=== Begin Enclosure ===

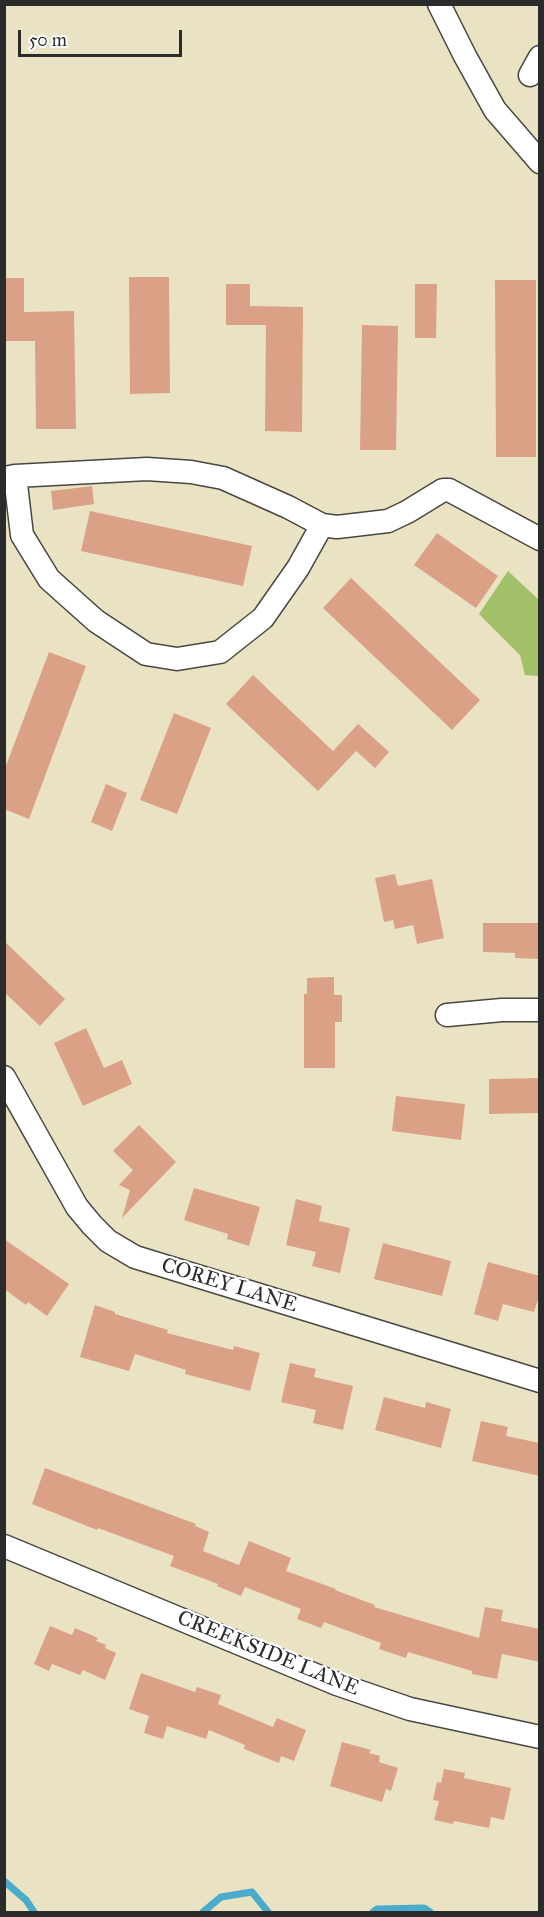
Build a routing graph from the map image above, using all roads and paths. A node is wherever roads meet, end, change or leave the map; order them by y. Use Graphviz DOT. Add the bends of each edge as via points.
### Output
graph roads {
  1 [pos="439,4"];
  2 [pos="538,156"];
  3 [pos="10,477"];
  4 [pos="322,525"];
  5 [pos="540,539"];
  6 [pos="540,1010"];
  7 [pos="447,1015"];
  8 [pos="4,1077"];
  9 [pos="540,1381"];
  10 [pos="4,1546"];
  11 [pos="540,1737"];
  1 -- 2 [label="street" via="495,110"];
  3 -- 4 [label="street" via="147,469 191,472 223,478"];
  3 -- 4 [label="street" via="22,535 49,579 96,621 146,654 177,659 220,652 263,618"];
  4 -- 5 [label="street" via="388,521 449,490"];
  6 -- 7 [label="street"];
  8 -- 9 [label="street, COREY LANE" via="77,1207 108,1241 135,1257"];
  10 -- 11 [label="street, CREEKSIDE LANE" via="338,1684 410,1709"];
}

=== End Enclosure ===

Your task — Return the data exactly as it stands, minus the pictures.

Completed task —
Build a routing graph from the map image above, using all roads and paths. A node is wherever roads meet, end, change or leave the map; order them by y. Use Graphviz DOT. Add the bends of each edge as via points.
### Output
graph roads {
  1 [pos="439,4"];
  2 [pos="538,156"];
  3 [pos="10,477"];
  4 [pos="322,525"];
  5 [pos="540,539"];
  6 [pos="540,1010"];
  7 [pos="447,1015"];
  8 [pos="4,1077"];
  9 [pos="540,1381"];
  10 [pos="4,1546"];
  11 [pos="540,1737"];
  1 -- 2 [label="street" via="495,110"];
  3 -- 4 [label="street" via="147,469 191,472 223,478"];
  3 -- 4 [label="street" via="22,535 49,579 96,621 146,654 177,659 220,652 263,618"];
  4 -- 5 [label="street" via="388,521 449,490"];
  6 -- 7 [label="street"];
  8 -- 9 [label="street, COREY LANE" via="77,1207 108,1241 135,1257"];
  10 -- 11 [label="street, CREEKSIDE LANE" via="338,1684 410,1709"];
}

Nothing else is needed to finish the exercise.